**WHAT THE TASK REQUIRES:** Lines below that hold the word "their" must be copied in full.

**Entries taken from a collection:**
- - - - - - -

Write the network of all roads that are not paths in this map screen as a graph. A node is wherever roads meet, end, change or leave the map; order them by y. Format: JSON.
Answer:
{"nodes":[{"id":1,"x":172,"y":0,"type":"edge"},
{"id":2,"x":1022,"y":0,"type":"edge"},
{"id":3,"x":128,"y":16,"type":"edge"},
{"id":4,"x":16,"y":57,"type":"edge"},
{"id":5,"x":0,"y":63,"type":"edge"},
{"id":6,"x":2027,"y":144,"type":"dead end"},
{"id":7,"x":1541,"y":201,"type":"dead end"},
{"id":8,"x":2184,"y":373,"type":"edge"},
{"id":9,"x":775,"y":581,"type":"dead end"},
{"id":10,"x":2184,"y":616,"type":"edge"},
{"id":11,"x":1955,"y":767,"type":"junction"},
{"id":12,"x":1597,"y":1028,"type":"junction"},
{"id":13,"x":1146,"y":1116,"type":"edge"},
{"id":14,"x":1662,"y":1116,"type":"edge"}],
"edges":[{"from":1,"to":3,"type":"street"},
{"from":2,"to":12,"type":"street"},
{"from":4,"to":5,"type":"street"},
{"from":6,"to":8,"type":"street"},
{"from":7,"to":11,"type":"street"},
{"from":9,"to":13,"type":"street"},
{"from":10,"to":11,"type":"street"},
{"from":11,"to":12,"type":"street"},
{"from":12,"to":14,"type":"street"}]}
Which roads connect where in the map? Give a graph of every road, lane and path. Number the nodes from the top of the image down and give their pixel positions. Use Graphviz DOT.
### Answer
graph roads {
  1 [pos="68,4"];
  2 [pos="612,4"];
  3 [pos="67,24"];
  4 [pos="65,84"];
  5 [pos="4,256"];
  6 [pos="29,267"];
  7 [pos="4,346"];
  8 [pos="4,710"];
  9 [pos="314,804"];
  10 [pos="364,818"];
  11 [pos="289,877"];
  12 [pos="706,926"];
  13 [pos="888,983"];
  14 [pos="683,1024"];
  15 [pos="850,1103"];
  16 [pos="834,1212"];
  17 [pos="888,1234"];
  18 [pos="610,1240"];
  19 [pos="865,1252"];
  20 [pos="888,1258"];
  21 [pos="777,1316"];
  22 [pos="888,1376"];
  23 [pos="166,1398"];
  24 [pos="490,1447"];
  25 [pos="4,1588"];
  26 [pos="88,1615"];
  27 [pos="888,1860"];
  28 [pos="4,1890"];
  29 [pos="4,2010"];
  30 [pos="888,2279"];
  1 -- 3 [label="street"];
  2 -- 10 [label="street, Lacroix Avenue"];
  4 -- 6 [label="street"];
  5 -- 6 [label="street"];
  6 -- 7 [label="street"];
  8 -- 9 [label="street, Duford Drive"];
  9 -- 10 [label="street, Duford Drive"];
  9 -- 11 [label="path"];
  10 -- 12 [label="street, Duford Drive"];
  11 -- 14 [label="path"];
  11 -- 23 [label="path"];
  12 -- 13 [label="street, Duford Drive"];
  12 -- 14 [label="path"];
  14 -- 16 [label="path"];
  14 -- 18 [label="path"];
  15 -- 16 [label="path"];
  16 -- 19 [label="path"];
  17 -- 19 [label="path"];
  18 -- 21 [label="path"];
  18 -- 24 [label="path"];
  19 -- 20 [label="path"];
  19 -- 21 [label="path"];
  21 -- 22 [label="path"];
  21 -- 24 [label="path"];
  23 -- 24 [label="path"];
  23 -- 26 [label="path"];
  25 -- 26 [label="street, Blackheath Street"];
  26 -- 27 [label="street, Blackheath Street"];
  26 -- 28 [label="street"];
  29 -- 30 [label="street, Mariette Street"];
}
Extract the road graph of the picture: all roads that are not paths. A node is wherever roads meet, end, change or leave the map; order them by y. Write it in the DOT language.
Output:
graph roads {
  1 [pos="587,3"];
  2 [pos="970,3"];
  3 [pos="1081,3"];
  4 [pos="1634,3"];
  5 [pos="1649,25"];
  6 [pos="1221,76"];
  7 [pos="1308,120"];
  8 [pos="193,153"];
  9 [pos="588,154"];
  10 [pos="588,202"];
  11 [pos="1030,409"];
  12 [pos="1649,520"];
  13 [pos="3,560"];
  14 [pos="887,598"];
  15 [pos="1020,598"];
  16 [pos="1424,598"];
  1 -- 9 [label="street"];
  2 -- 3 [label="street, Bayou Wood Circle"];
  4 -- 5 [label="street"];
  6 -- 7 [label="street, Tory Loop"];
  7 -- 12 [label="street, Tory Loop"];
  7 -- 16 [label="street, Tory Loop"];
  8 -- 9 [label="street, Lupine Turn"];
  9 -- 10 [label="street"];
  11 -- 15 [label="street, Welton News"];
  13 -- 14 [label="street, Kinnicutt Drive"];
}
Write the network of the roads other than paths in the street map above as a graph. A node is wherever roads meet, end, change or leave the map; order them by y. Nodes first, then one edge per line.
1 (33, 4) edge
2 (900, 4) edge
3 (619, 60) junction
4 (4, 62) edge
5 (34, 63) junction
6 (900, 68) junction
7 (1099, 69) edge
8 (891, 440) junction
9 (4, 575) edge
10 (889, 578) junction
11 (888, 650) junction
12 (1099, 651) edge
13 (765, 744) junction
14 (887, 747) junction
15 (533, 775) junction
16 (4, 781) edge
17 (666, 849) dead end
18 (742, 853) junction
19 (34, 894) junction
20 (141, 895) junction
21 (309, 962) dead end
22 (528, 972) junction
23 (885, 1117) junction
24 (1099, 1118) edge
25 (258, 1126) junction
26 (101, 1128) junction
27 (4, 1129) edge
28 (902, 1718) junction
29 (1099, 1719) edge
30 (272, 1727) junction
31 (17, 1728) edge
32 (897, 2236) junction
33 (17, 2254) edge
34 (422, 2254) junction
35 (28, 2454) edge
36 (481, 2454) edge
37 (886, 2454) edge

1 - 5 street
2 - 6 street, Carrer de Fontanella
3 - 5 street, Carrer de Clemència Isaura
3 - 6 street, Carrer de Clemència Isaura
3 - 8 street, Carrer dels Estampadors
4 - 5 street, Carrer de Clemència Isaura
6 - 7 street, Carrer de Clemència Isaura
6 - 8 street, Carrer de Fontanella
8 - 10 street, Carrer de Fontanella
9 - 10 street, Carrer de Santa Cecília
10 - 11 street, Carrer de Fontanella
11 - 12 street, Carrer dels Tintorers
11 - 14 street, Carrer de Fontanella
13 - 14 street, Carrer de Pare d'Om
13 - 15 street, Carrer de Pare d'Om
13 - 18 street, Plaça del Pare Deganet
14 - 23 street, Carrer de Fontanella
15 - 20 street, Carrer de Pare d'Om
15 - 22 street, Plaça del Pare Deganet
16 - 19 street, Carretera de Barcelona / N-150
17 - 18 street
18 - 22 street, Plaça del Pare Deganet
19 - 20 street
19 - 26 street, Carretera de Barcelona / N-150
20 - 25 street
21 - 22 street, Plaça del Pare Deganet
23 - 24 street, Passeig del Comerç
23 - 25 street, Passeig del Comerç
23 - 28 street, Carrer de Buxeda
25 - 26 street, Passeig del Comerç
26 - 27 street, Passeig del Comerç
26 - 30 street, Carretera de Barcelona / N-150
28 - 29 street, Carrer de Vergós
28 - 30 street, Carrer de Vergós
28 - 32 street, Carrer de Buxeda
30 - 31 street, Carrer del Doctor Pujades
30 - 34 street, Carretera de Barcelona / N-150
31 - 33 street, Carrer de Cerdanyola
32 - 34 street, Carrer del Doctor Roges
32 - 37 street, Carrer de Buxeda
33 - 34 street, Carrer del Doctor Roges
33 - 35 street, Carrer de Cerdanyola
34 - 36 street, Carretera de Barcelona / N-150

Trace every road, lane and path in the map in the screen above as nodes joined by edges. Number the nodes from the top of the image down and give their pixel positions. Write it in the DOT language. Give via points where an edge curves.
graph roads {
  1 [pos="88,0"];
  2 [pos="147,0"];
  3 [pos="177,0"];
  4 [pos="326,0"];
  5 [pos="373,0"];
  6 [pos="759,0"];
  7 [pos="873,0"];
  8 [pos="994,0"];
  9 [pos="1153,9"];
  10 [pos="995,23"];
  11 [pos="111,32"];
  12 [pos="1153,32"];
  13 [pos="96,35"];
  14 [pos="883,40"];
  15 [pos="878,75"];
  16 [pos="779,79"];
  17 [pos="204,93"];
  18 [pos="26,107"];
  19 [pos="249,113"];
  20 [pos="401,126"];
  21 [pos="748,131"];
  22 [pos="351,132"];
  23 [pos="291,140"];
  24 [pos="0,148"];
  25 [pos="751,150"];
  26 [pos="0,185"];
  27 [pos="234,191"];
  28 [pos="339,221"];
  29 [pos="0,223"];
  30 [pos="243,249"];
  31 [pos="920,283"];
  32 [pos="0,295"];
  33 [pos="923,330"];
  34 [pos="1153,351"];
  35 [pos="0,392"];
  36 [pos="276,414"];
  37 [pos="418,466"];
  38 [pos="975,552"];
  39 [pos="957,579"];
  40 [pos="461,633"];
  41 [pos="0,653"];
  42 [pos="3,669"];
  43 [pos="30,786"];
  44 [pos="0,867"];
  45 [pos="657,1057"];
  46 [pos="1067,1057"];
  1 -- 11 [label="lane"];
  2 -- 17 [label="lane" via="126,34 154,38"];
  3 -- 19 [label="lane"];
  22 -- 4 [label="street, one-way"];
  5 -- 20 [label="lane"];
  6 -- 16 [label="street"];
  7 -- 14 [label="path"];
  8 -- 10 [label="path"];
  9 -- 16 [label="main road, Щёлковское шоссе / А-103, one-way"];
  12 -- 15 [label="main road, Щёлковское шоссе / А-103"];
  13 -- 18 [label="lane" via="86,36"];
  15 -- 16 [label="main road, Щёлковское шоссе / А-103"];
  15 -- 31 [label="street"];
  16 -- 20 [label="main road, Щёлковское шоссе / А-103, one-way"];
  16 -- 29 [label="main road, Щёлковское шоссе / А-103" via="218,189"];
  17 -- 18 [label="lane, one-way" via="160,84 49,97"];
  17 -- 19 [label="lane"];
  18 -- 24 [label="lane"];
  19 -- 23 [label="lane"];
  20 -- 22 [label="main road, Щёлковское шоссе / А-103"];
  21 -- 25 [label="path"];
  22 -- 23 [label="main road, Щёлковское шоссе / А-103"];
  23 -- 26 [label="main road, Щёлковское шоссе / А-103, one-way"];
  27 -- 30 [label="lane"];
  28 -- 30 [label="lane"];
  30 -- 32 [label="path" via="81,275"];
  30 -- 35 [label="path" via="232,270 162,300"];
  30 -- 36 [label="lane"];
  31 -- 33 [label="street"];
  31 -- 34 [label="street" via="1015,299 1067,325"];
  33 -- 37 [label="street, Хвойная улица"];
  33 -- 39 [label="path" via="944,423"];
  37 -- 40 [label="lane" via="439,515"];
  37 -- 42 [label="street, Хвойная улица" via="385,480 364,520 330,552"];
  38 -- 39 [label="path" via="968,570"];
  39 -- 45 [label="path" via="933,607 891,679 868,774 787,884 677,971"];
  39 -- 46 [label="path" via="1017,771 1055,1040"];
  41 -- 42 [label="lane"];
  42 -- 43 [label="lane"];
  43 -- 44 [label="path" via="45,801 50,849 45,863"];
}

- - - - - - -

**RESPONSE TO THIS TASK:**
Which roads connect where in the map? Give a graph of every road, lane and path. Number the nodes from the top of the image down and give their pixel positions. Use Graphviz DOT.
Trace every road, lane and path in the map in the screen above as nodes joined by edges. Number the nodes from the top of the image down and give their pixel positions. Write it in the DOT language. Give via points where an edge curves.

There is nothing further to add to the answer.